Introduction
Osmotic demyelination syndrome (ODS) is a non-inflammatory demyelinating syndrome that affects the pons and other parts of the central nervous system. Extrapontine myelinolysis and central pontine myelinolysis (CPM) are components of ODS.[1] CPM is the characteristic presentation due to the pons’ increased vulnerability, and damage to brain tissue and pontine white matter tracts is a defining feature.[2]
As a side effect of postoperative serum sodium anomalies and suspected tacrolimus neurotoxicity, CPM is a documented complication of liver transplantation. In some cases, there are no evident precipitating events for CPM.[3]

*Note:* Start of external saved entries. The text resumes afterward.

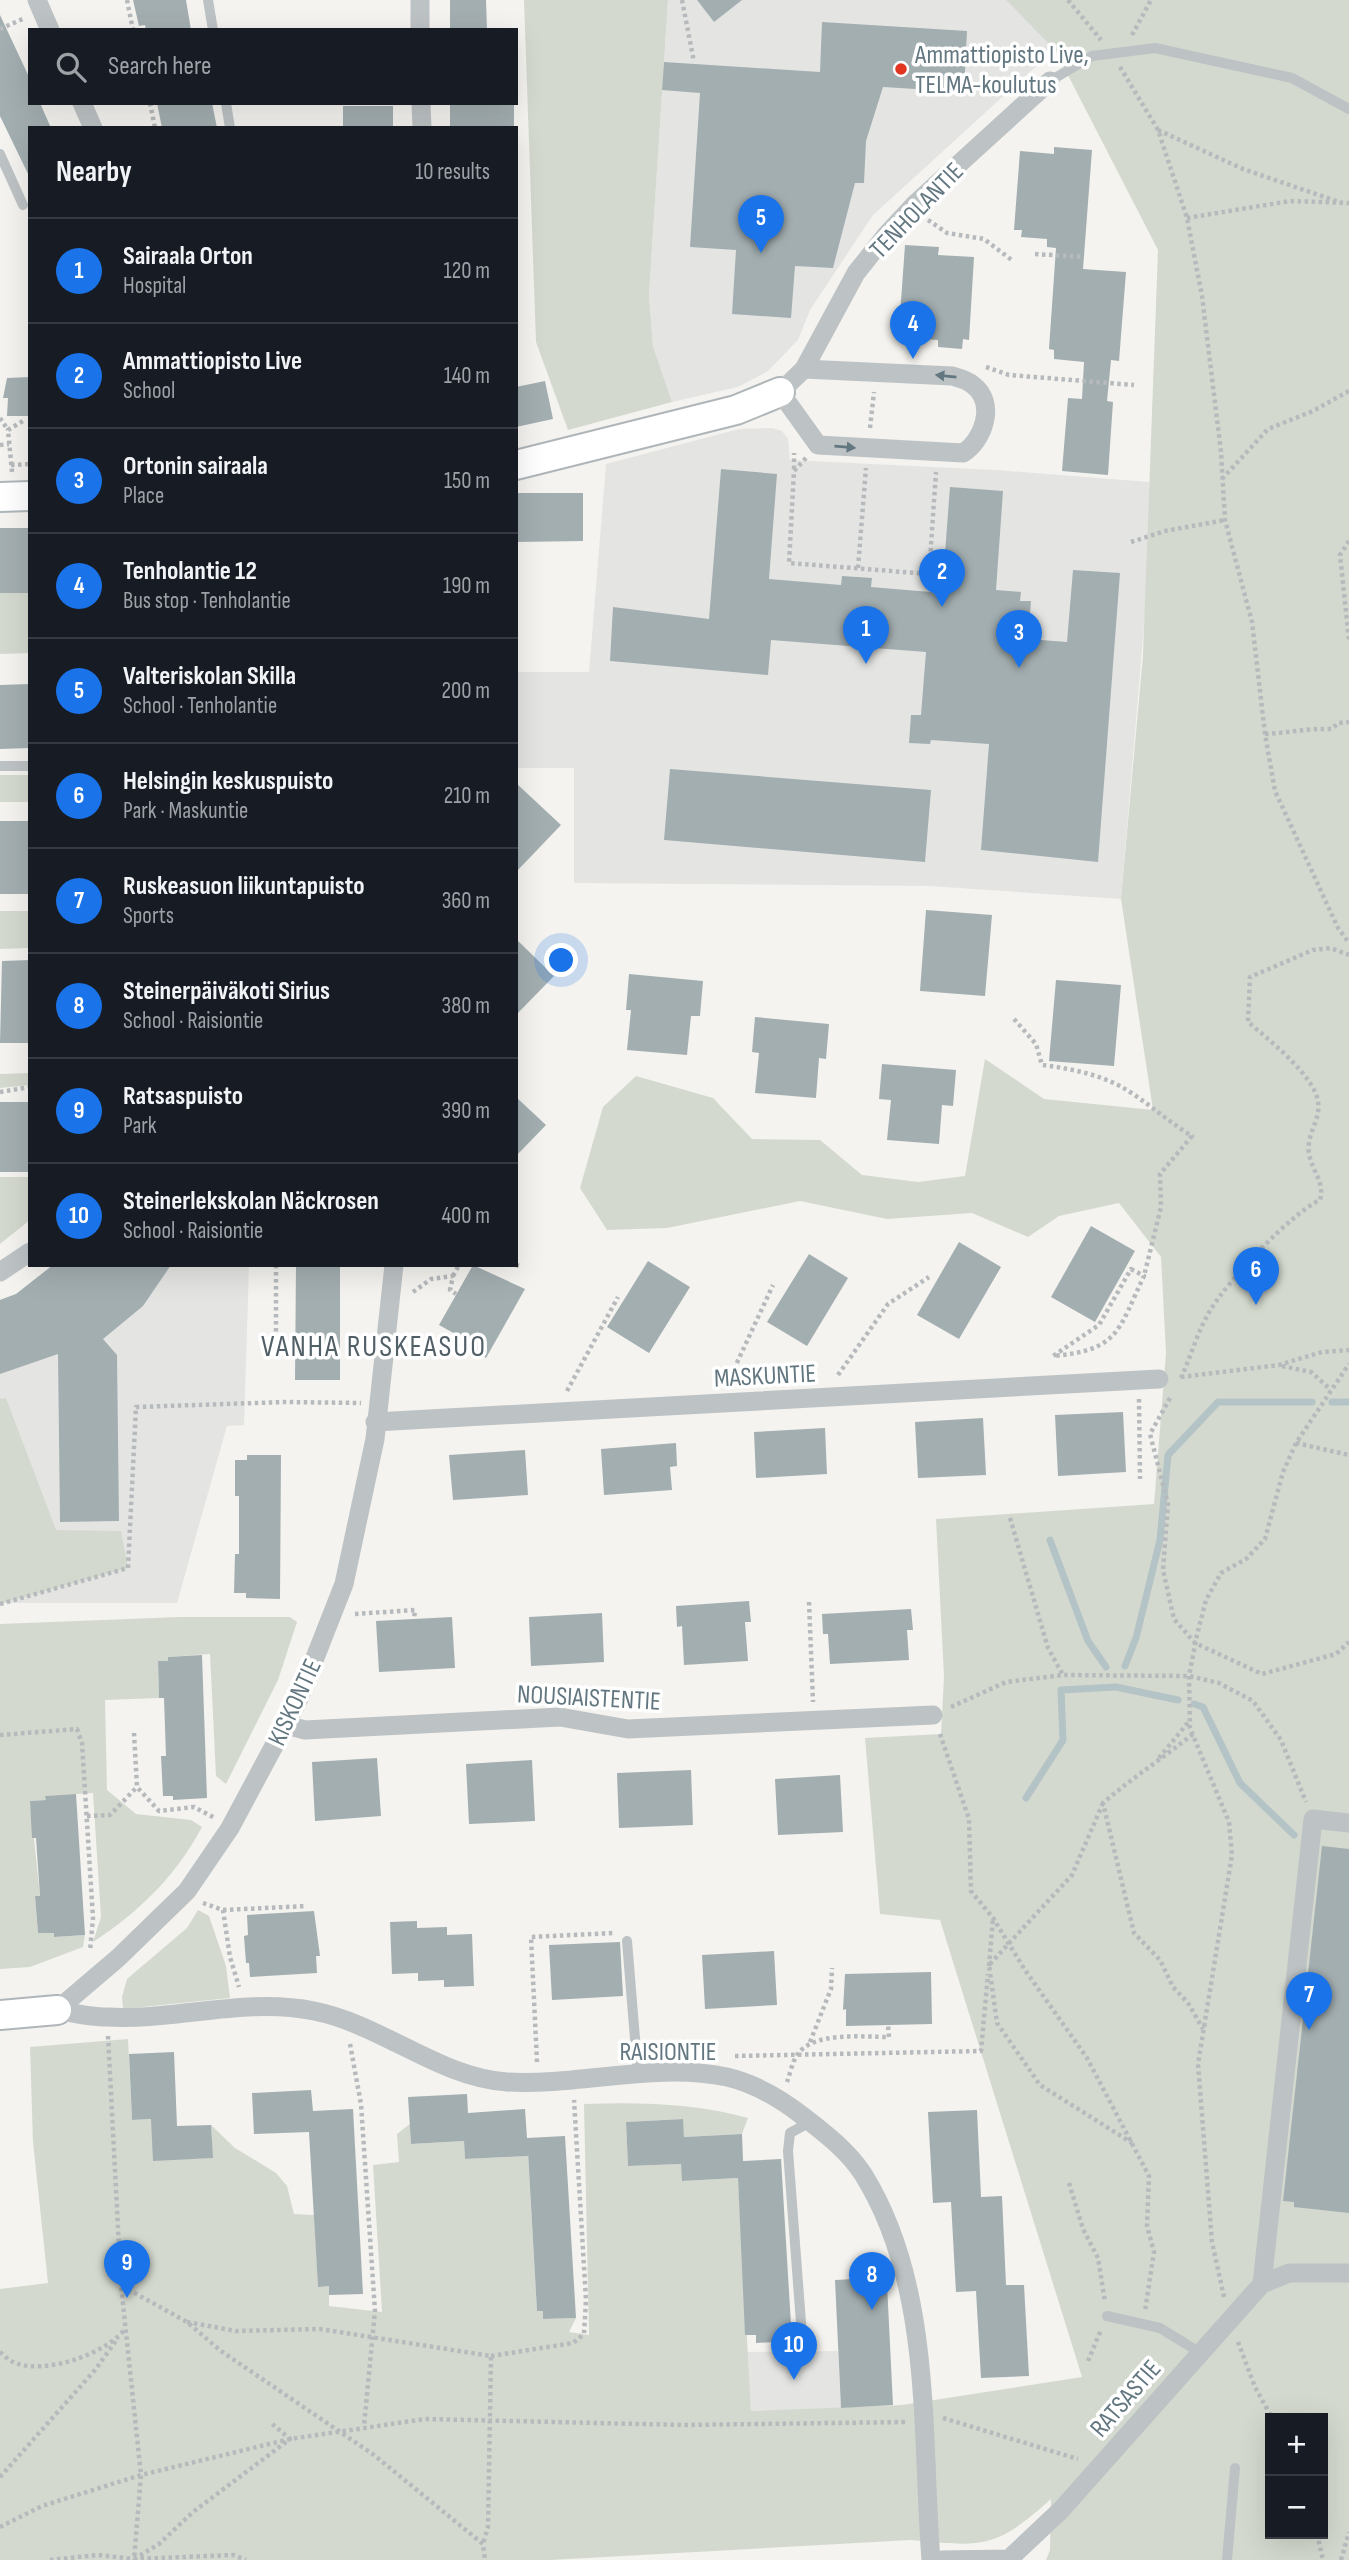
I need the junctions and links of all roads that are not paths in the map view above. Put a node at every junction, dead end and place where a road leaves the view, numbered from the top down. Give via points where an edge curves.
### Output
1 (208, 0) edge
2 (419, 0) edge
3 (43, 3) edge
4 (49, 28) edge
5 (213, 28) edge
6 (420, 28) edge
7 (1051, 81) joint
8 (83, 105) edge
9 (226, 105) edge
10 (421, 105) edge
11 (1349, 109) edge
12 (92, 126) edge
13 (230, 126) edge
14 (422, 126) edge
15 (0, 154) edge
16 (23, 205) dead end
17 (804, 369) junction
18 (780, 391) junction
19 (518, 464) edge
20 (0, 766) edge
21 (28, 766) edge
22 (28, 1253) edge
23 (394, 1267) edge
24 (0, 1272) edge
25 (1149, 1380) road end
26 (375, 1422) junction
27 (933, 1715) road end
28 (286, 1725) junction
29 (1349, 1823) edge
30 (627, 1941) road end
31 (57, 2010) junction
32 (0, 2015) edge
33 (638, 2076) junction
34 (810, 2122) junction
35 (1349, 2273) edge
36 (1262, 2284) junction
37 (1107, 2316) road end
38 (803, 2349) dead end
39 (1199, 2352) junction
40 (1235, 2468) dead end
41 (931, 2560) edge
42 (942, 2560) edge
43 (1227, 2560) edge

1 - 5 lane
2 - 6 street
3 - 4 street
7 - 11 lane, TENHOLANTIE via 1091,56 1155,48 1292,78
7 - 17 street, TENHOLANTIE via 915,204 856,273
8 - 12 street
9 - 13 lane
10 - 14 street
15 - 16 lane
17 - 18 street, TENHOLANTIE
18 -> 17 street via 818,445 963,453 975,446 983,433 984,408 976,386 952,376
18 - 19 street, TENHOLANTIE via 736,410
20 - 21 lane
22 - 24 street
23 - 26 street, KISKONTIE
25 - 26 street, MASKUNTIE
26 - 28 street, KISKONTIE via 344,1584
27 - 28 street, NOUSIAISTENTIE via 628,1729 560,1717 305,1730
28 - 31 street, KISKONTIE via 230,1828 187,1891
29 - 36 street via 1313,1819
30 - 33 lane
31 - 32 street
31 - 33 street, RAISIONTIE via 107,2018 245,2008 311,2010 347,2019 474,2077 508,2082
33 - 34 street, RAISIONTIE via 691,2073 727,2077 780,2099
34 - 38 lane via 790,2133 788,2151
34 - 41 street, RAISIONTIE via 839,2145 861,2172 895,2240 904,2271 922,2417
35 - 36 street, RATSASTIE via 1289,2273
36 - 39 street, RATSASTIE
37 - 39 lane via 1160,2328
39 - 42 street, RATSASTIE via 1102,2466 1009,2559
40 - 43 lane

This report reviews the pathophysiology, assessment, and treatment of CPM and highlights the role of the anesthesiologist in preventing this condition.
Case Report
A 64-year-old male patient with decompensated cirrhosis is undergoing a deceased donor liver transplant (LT). Before the surgery, the patient presented with end-stage liver disease complicated by portal hypertension, esophageal varices, and hepatic encephalopathy.
On the day of the surgery, serum sodium was 125 mmol/L. The initial immunosuppression regimens were intravenous methylprednisolone, tacrolimus, and mycophenolate.
Peripheral venous access and a central venous line were established. An arterial catheter was inserted into the left radial artery. Anesthetic induction was performed with etomidate 20 mg, midazolam 5 mg, sufentanil 50 μg and rocuronium 50 mg, and was maintained with sevoflurane. The Swan-Ganz catheter was inserted into the right internal jugular vein and continuous cardiac output, mixed venous saturation, and vascular resistance were measured. Surgery was performed without any unusual events. The patient received 3000 mL of ringer lactate, 900 mL of red blood cells, and 1800 UI of prothrombin complex. Fluid management was goal-guided through hemodynamic parameters and blood gas analysis. After liver reperfusion, the patient presented with severe acidemia and hemodynamic instability, receiving 250 mL of 8.4% sodium bicarbonate. Vasopressors in bolus (adrenaline) and infusion (vasopressin and noradrenaline) were required to maintain mean arterial pressure above 65 mmHg. He was transferred to the ICU after surgery, still unstable, receiving norepinephrine 0.03 mcg/kg/min and vasopressin 0.06 UI/min. On arrival, the serum sodium was 135 mmol/L.
In the postoperative period, the patient developed acute confusion and memory loss. Abnormal tongue, eye (gaze deviation), and foot movements were detected. The symptoms worsened and he presented with a non-convulsive seizure. An electroencephalogram was performed and a status epilepticus was detected. The patient was intubated and maintained with continuous sedation. Magnetic resonance was performed and showed alterations in the pons, mesencephalon, and thalamus suggestive of ODS [Figure 1]. The patient had no clinical neurological improvement and died after 20 days.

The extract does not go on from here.